Saat akan membuka plastik serealnya, Angel menarik dengan terlalu kuat. “Aku bisa buka sendiri, Kak Zizi!” seru Angel dengan antusias, tapi saat itu juga, plastik serealnya sobek dan serealnya berserakan ke lantai.

“Oh-oh...” Angel menatap sereal yang jatuh di lantai, tapi bukannya panik, ia hanya tertawa kecil. “Nggak apa-apa, Kak Zizi! Masih ada banyak!”

Zizi, meskipun sedikit terkejut, ikut tertawa. “Iya, nggak apa-apa. Tapi nanti kita bersihin ya, Angel.”

Angel mengangguk sambil mulai menuangkan sereal ke dalam mangkuknya. Kali ini, ia lebih hati-hati, meskipun masih ada beberapa butiran yang jatuh ke lantai. Setelah itu, mereka berdua mengambil susu dari kulkas.

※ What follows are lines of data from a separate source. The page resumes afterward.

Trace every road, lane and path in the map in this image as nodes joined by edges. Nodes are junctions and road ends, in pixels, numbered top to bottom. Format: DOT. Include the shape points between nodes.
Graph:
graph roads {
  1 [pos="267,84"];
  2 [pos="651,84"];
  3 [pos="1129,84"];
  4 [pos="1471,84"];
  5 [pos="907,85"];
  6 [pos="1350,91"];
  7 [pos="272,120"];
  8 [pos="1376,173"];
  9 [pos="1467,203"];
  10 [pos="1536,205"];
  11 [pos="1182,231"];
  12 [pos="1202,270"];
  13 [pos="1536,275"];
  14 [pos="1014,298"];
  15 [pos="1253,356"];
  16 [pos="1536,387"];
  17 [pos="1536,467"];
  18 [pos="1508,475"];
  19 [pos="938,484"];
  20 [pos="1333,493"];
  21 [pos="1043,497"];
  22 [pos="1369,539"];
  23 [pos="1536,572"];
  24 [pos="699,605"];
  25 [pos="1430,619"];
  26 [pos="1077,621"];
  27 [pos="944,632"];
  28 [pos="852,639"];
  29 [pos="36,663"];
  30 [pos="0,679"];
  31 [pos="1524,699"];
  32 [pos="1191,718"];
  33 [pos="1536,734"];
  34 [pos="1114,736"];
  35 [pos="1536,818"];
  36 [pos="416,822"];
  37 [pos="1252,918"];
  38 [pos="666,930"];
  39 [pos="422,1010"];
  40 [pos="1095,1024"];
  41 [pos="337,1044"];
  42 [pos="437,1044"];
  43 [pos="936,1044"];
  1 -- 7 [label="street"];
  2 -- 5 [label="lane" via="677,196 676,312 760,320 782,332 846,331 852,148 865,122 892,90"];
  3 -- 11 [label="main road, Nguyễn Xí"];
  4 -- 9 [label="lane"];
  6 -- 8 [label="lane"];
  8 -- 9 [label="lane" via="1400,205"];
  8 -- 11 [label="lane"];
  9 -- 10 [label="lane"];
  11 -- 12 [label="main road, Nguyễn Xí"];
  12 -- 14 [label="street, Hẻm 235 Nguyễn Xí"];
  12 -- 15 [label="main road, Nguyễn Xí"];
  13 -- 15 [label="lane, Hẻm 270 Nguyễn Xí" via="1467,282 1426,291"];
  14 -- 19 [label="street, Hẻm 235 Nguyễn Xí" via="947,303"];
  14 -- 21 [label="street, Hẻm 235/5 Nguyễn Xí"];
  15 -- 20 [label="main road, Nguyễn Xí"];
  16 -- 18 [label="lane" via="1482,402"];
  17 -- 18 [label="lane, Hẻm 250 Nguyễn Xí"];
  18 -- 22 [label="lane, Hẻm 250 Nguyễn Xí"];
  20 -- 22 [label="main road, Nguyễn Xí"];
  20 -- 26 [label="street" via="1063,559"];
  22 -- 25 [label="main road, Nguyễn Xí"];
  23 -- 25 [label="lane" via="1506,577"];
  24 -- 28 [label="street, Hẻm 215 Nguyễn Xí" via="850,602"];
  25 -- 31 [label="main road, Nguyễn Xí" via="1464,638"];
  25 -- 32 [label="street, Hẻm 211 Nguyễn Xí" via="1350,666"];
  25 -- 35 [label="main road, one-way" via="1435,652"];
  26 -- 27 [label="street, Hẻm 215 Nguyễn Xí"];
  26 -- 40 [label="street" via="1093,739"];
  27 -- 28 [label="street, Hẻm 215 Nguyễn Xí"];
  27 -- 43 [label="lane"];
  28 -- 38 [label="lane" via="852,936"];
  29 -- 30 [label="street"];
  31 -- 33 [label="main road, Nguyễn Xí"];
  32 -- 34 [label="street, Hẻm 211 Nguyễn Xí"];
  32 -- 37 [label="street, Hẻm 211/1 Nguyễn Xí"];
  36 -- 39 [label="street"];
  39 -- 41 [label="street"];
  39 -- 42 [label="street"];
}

Zizi yang lebih besar berusaha menuangkan susu dengan hati-hati, namun ternyata tidak sebersih yang ia bayangkan. Beberapa tetes susu tercecer di meja dan lantai.

Angel yang melihat itu hanya tertawa. “Kak Zizi, susunya tumpah!”

Zizi mengangguk sambil tersenyum lebar, tak mempermasalahkan kekacauan yang terjadi. “Iya, tapi nggak apa-apa. Nanti kita bisa bersihin.”

Keduanya akhirnya berhasil membuat mangkuk sereal dengan susu, meskipun dapur kini terlihat cukup berantakan. Ada sereal yang berserakan di lantai, susu yang tumpah di meja, dan kotak sereal yang dibiarkan terbuka. Tapi bagi Zizi dan Angel, hasil akhir—mangkuk sereal dengan susu favorit mereka—sudah cukup memuaskan.